Open
Description
Describe the bug
When trying to run the example found here: https://unstructured-io.github.io/unstructured/ingest/source_connectors/github.html
I get the following error:
`Ran 1 test in 3.557s
FAILED (errors=1)
https://github.com/Unstructured-IO/unstructured
2023-12-05 10:56:44,983 MainProcess DEBUG updating download directory to: C:\Users\kpanca1\.cache\unstructured\ingest\github\30491e0f70
2023-12-05 10:56:45,639 MainProcess INFO running pipeline: DocFactory -> Reader -> Partitioner -> Copier with config: {"reprocess": false, "verbose": true, "work_dir": "C:\\Users\\kpanca1\\.cache\\unstructured\\ingest\\pipeline", "output_dir": "github-ingest-output", "num_processes": 2, "raise_on_error": false}
2023-12-05 10:56:47,936 MainProcess INFO Running doc factory to generate ingest docs. Source connector: {"processor_config": {"reprocess": false, "verbose": true, "work_dir": "C:\\Users\\kpanca1\\.cache\\unstructured\\ingest\\pipeline", "output_dir": "github-ingest-output", "num_processes": 2, "raise_on_error": false}, "read_config": {"download_dir": "C:\\Users\\kpanca1\\.cache\\unstructured\\ingest\\github\\30491e0f70", "re_download": false, "preserve_downloads": false, "download_only": false, "max_docs": null}, "connector_config": {"url": "Unstructured/unstructured", "access_token": null, "branch": "main", "file_glob": null, "repo_path": "Unstructured/unstructured"}}
Error
Traceback (most recent call last):
File "C:\_git\unstructured-cracker\venv\Lib\site-packages\unstructured\ingest\error.py", line 19, in wrapper
return f(*args, **kwargs)
^^^^^^^^^^^^^^^^^^
File "C:\_git\unstructured-cracker\venv\Lib\site-packages\unstructured\utils.py", line 214, in wrapper
return func(*args, **kwargs)
^^^^^^^^^^^^^^^^^^^^^
File "C:\_git\unstructured-cracker\venv\Lib\site-packages\unstructured\ingest\connector\github.py", line 49, in get_repo
return github.get_repo(self.repo_path)
^^^^^^^^^^^^^^^^^^^^^^^^^^^^^^^
File "C:\_git\unstructured-cracker\venv\Lib\site-packages\github\MainClass.py", line 380, in get_repo
headers, data = self.__requester.requestJsonAndCheck("GET", url)
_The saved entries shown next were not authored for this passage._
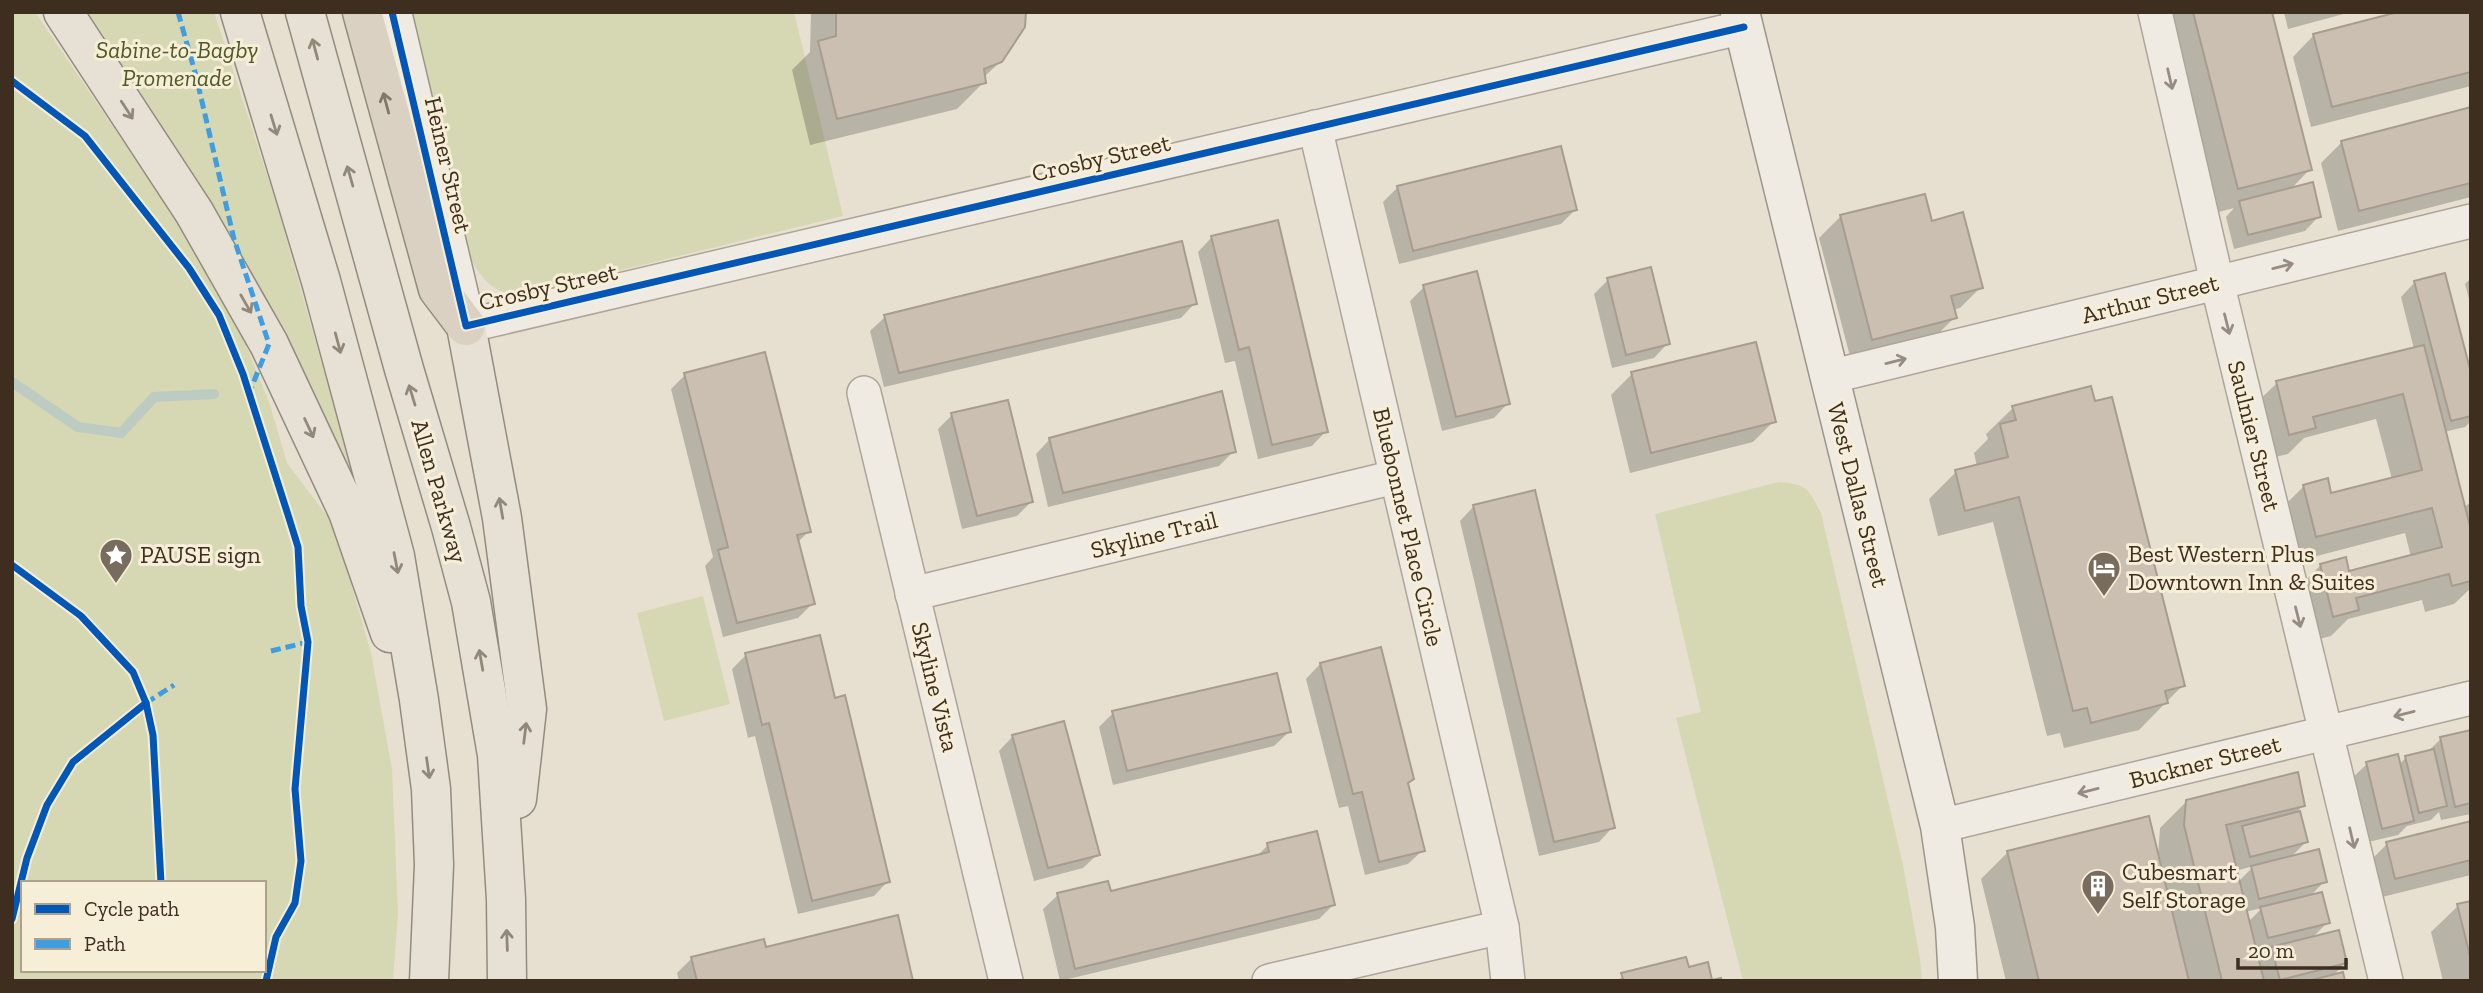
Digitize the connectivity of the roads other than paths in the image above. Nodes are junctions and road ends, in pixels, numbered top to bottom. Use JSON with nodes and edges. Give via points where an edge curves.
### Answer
{"nodes":[{"id":1,"x":63,"y":12,"type":"edge"},
{"id":2,"x":240,"y":12,"type":"edge"},
{"id":3,"x":305,"y":12,"type":"edge"},
{"id":4,"x":362,"y":12,"type":"edge"},
{"id":5,"x":392,"y":12,"type":"edge"},
{"id":6,"x":2155,"y":12,"type":"edge"},
{"id":7,"x":1742,"y":20,"type":"edge"},
{"id":8,"x":1315,"y":128,"type":"junction"},
{"id":9,"x":2471,"y":221,"type":"edge"},
{"id":10,"x":2217,"y":282,"type":"junction"},
{"id":11,"x":466,"y":326,"type":"junction"},
{"id":12,"x":1829,"y":377,"type":"junction"},
{"id":13,"x":864,"y":393,"type":"dead end"},
{"id":14,"x":1395,"y":477,"type":"junction"},
{"id":15,"x":912,"y":594,"type":"junction"},
{"id":16,"x":2471,"y":698,"type":"edge"},
{"id":17,"x":419,"y":700,"type":"junction"},
{"id":18,"x":2327,"y":733,"type":"junction"},
{"id":19,"x":1940,"y":827,"type":"junction"},
{"id":20,"x":506,"y":899,"type":"junction"},
{"id":21,"x":1502,"y":927,"type":"junction"},
{"id":22,"x":429,"y":981,"type":"edge"},
{"id":23,"x":507,"y":981,"type":"edge"},
{"id":24,"x":1006,"y":981,"type":"edge"},
{"id":25,"x":1269,"y":981,"type":"edge"},
{"id":26,"x":1508,"y":981,"type":"edge"},
{"id":27,"x":1958,"y":981,"type":"edge"},
{"id":28,"x":2386,"y":981,"type":"edge"}],
"edges":[{"from":1,"to":17,"type":"main road","one_way":true,"via":[[194,212],[269,344],[348,512],[385,620]]},
{"from":2,"to":17,"type":"main road","one_way":true,"via":[[321,281],[395,556]]},
{"from":20,"to":3,"type":"main road","name":"Allen Parkway","one_way":true,"via":[[497,755],[471,603]]},
{"from":11,"to":4,"type":"highway","one_way":true,"via":[[438,289]]},
{"from":5,"to":11,"type":"main road","name":"Heiner Street"},
{"from":6,"to":10,"type":"street","name":"Saulnier Street","one_way":true},
{"from":7,"to":8,"type":"street","name":"Crosby Street"},
{"from":7,"to":12,"type":"main road","name":"West Dallas Street"},
{"from":8,"to":11,"type":"street","name":"Crosby Street"},
{"from":8,"to":14,"type":"street","name":"Bluebonnet Place Circle"},
{"from":10,"to":9,"type":"street","name":"Arthur Street","one_way":true},
{"from":12,"to":10,"type":"street","name":"Arthur Street","one_way":true},
{"from":10,"to":18,"type":"street","name":"Saulnier Street","one_way":true},
{"from":20,"to":11,"type":"main road","one_way":true,"via":[[527,709],[502,518]]},
{"from":12,"to":19,"type":"main road","name":"West Dallas Street"},
{"from":13,"to":15,"type":"street","name":"Skyline Vista"},
{"from":14,"to":15,"type":"street","name":"Skyline Trail"},
{"from":14,"to":21,"type":"street","name":"Bluebonnet Place Circle"},
{"from":15,"to":24,"type":"street","name":"Skyline Vista"},
{"from":16,"to":18,"type":"street","name":"Buckner Street","one_way":true},
{"from":17,"to":22,"type":"main road","one_way":true,"via":[[431,789],[434,865]]},
{"from":18,"to":19,"type":"street","name":"Buckner Street","one_way":true},
{"from":18,"to":28,"type":"street","name":"Saulnier Street","one_way":true},
{"from":19,"to":27,"type":"main road","name":"West Dallas Street"},
{"from":23,"to":20,"type":"main road","name":"Allen Parkway","one_way":true},
{"from":21,"to":25,"type":"street"},
{"from":21,"to":26,"type":"street","name":"Bluebonnet Place Circle"}]}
^^^^^^^^^^^^^^^^^^^^^^^^^^^^^^^^^^^^^^^^^^^^^^^^
File "C:\_git\unstructured-cracker\venv\Lib\site-packages\github\Requester.py", line 494, in requestJsonAndCheck
return self.__check(*self.requestJson(verb, url, parameters, headers, input, self.__customConnection(url)))
^^^^^^^^^^^^^^^^^^^^^^^^^^^^^^^^^^^^^^^^^^^^^^^^^^^^^^^^^^^^^^^^^^^^^^^^^^^^^^^^^^^^^^^^^^^^^^^^^^^^
File "C:\_git\unstructured-cracker\venv\Lib\site-packages\github\Requester.py", line 525, in __check
raise self.createException(status, responseHeaders, data)
github.GithubException.UnknownObjectException: 404 {"message": "Not Found", "documentation_url": "https://docs.github.com/rest/repos/repos#get-a-repository"}
The above exception was the direct cause of the following exception:
Traceback (most recent call last):
File "C:\_git\unstructured-cracker\tests\test_loaders.py", line 10, in test_load
loader.load()
File "C:\_git\unstructured-cracker\unstructured_cracker\loader\document_loaders\github.py", line 22, in load
runner.run(
File "C:\_git\unstructured-cracker\venv\Lib\site-packages\unstructured\ingest\runner\github.py", line 50, in run
self.process_documents(source_doc_connector=source_doc_connector)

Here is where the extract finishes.